Having had this problem for years, I have a medicine cabinet stocked full of sleep aids, both OTC and prescribed. They are usually effective at first, but if used too regularly, my sleep actually seems to get worse. Most of them are not meant for long term use.
But yet I have a long term sleep problem. What to do?
This weekend I was lying in bed at 3am completely wide awake. I was calculating the chances of myself falling asleep at that point and wondering how I was going to make it through the next day only having slept 11pm-3am for the 3rd day in a row.
I was wishing I had the talent of napping.
I have tried from time to time – usually when I’m in the throws of having a newborn – but I can probably count on my fingers the number of times I’ve actually fallen asleep. I know, I know, just resting is restorative, but come on. Closing my eyes for 20 minutes isn’t going to make a dent in the sleep deprivation incurred by three consecutive nights of insomnia. I need actual sleep.

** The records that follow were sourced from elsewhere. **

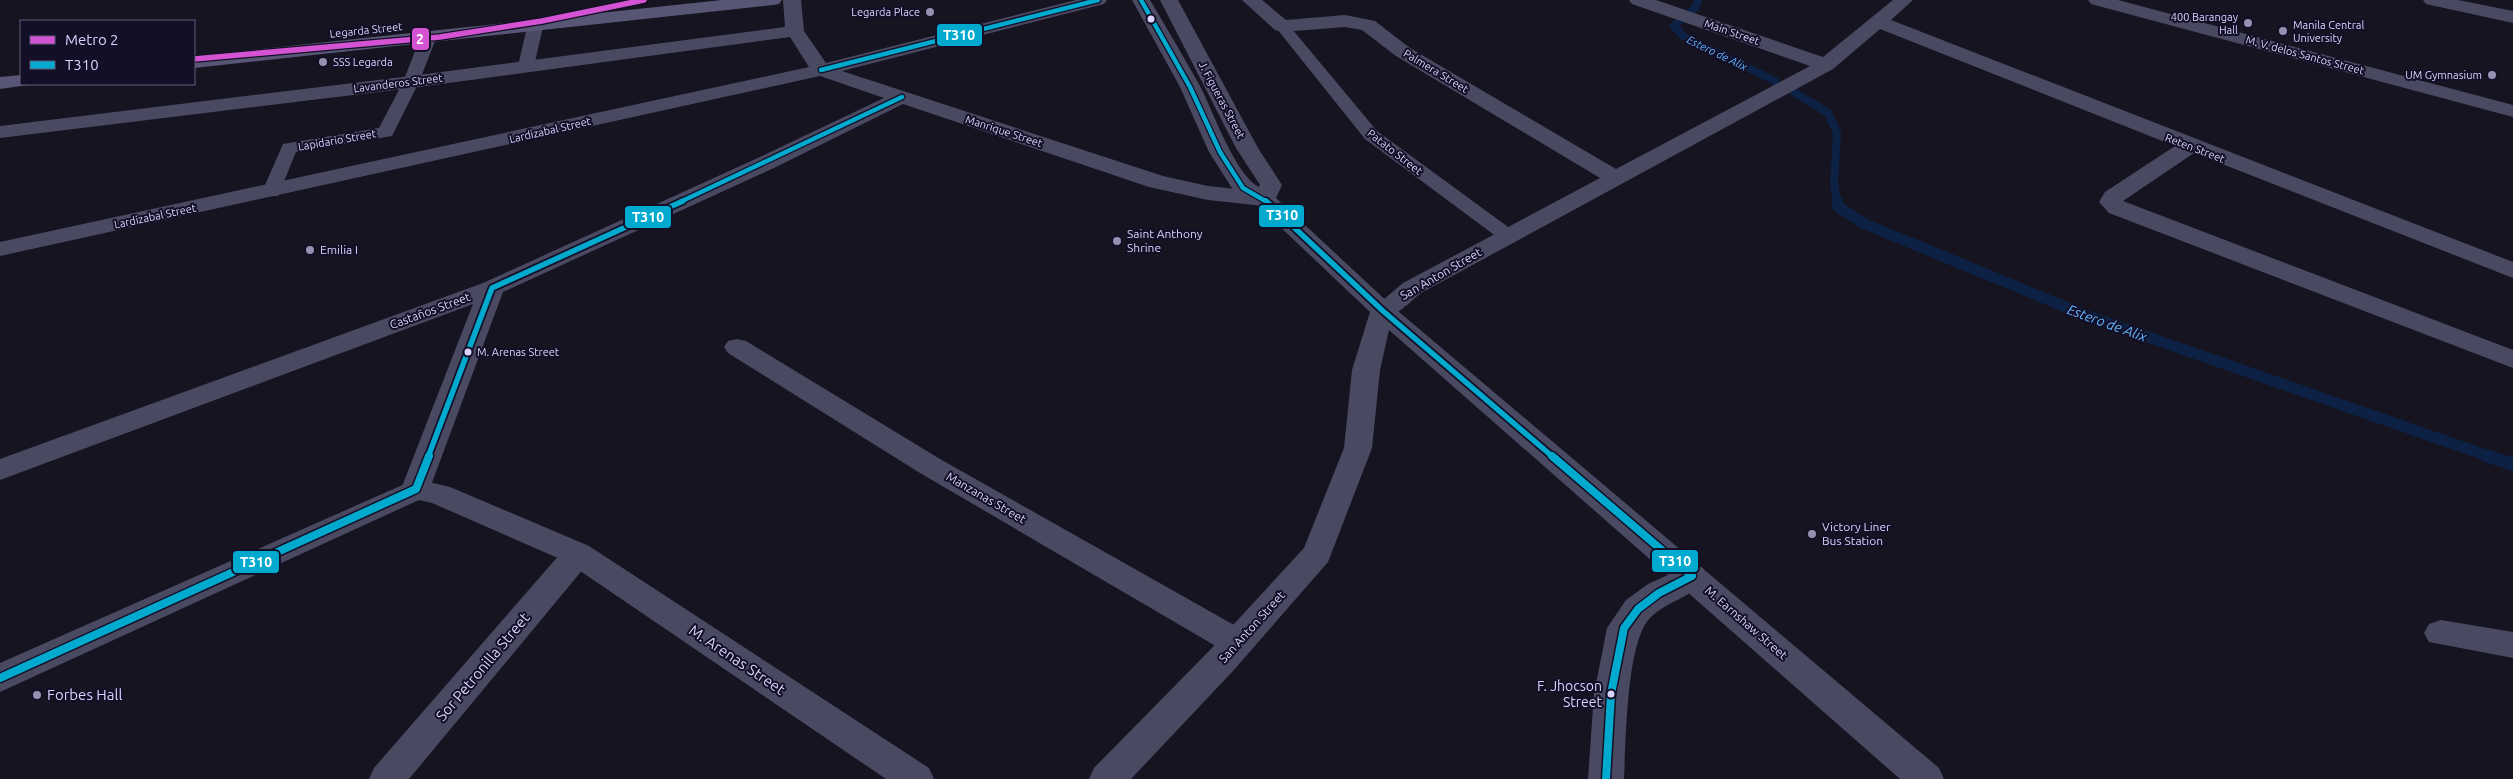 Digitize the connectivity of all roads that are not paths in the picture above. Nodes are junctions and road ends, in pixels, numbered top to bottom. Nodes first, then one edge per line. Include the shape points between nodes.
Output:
1 (658, 0) edge
2 (773, 0) edge
3 (792, 0) edge
4 (1098, 0) edge
5 (1141, 0) edge
6 (1170, 0) edge
7 (1251, 0) edge
8 (1638, 0) edge
9 (1904, 0) edge
10 (2097, 0) edge
11 (2432, 0) edge
12 (2513, 17) edge
13 (1879, 22) junction
14 (1282, 26) junction
15 (535, 27) junction
16 (795, 32) junction
17 (429, 36) junction
18 (1192, 44) junction
19 (195, 47) edge
20 (1167, 48) junction
21 (195, 62) edge
22 (20, 65) edge
23 (1826, 65) junction
24 (526, 66) junction
25 (0, 67) edge
26 (821, 70) junction
27 (20, 81) edge
28 (411, 82) junction
29 (0, 83) edge
30 (902, 97) junction
31 (2513, 110) edge
32 (0, 132) edge
33 (2190, 146) junction
34 (1616, 178) junction
35 (271, 192) junction
36 (1264, 198) junction
37 (1508, 236) junction
38 (0, 249) edge
39 (2511, 269) edge
40 (492, 288) junction
41 (1383, 311) junction
42 (737, 347) dead end
43 (2513, 360) edge
44 (0, 470) edge
45 (416, 489) junction
46 (578, 554) junction
47 (1692, 576) junction
48 (2441, 633) dead end
49 (1238, 643) junction
50 (2513, 645) edge
51 (0, 678) edge
52 (387, 779) edge
53 (916, 779) edge
54 (1107, 779) edge
55 (1606, 779) edge
56 (1926, 779) edge

1 - 19 main road, Legarda Street
2 - 15 main road, Legarda Street
3 - 16 street
4 - 26 street, Lardizabal Street
5 - 20 street, J. Figueras Street
6 - 18 street, J. Figueras Street
7 - 14 street
8 - 23 street, Main Street
9 - 13 street, San Anton Street
10 - 31 street, M. V. delos Santos Street
11 - 12 street
13 - 23 street, San Anton Street
13 - 33 street, Reten Street
14 - 34 street, Palmera Street via 1346,21 1368,25 1403,52
14 - 37 street, Patato Street via 1371,135
15 - 17 main road, Legarda Street
15 - 24 street
16 - 24 street, Lavanderos Street
16 - 26 street
17 - 21 main road, Legarda Street
17 - 28 street, Lapidario Street
18 - 20 street
18 - 36 street, J. Figueras Street via 1247,148 1271,185
20 - 36 street, J. Figueras Street via 1190,87 1220,152 1243,188
22 - 25 main road
23 - 34 street, San Anton Street
24 - 28 street, Lavanderos Street
26 - 30 street, Manrique Street
26 - 35 street, Lardizabal Street
27 - 29 main road
28 - 32 street, Lavanderos Street
28 - 35 street, Lapidario Street via 386,132 289,148
30 - 36 street, Manrique Street via 1157,182 1208,193
30 - 40 street, Castaños Street
33 - 39 street, Reten Street
33 - 43 street via 2113,197 2111,202 2116,208
34 - 37 street, San Anton Street
35 - 38 street, Lardizabal Street
36 - 41 street, J. Figueras Street
37 - 41 street, San Anton Street via 1412,288
40 - 44 street, Castaños Street
40 - 45 street
41 - 47 street, M. Earnshaw Street
41 - 49 street, San Anton Street via 1366,370 1358,448 1317,554
42 - 49 street, Manzanas Street via 930,466
45 - 46 street, M. Arenas Street via 439,494
45 - 51 street
46 - 52 street, Sor Petronilla Street
46 - 53 street, M. Arenas Street
47 - 55 street via 1659,593 1638,609 1624,628 1611,694
47 - 56 street, M. Earnshaw Street
48 - 50 street
49 - 54 street, San Anton Street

And then it hit me. Perhaps I do not lack the talent of napping, perhaps I am just not nap trained!
If I never put my kids down for naps – for months and months – and then randomly put them down one day at 1pm, they’d probably really struggle to fall asleep. As it is, they nap regularly and for the most part very well, but that’s because I’ve trained them to do it. Their bodies are used to the routine.
Do the same rules apply to adults? Can an adult be nap trained?
This is my new experiment.
I have decided that for 2 weeks, I am going to put myself down for a nap every day around 1pm.
Nap time is no shorter than 1 hour. I can read for the first half hour, but for the second half hour I must close my eyes and lay there quietly.
Cell phone must be put on DO NOT DISTURB and out of reach.
Nap time cannot be spent worrying about whether or not I’ll fall asleep OR forming mental to-do lists.
I am on day 3 of nap training. I have not fallen asleep yet, but I also wouldn’t say the rest time is altogether pointless. Somehow my house is still clean, the laundry is still done, and nothing important seems to be going unfinished.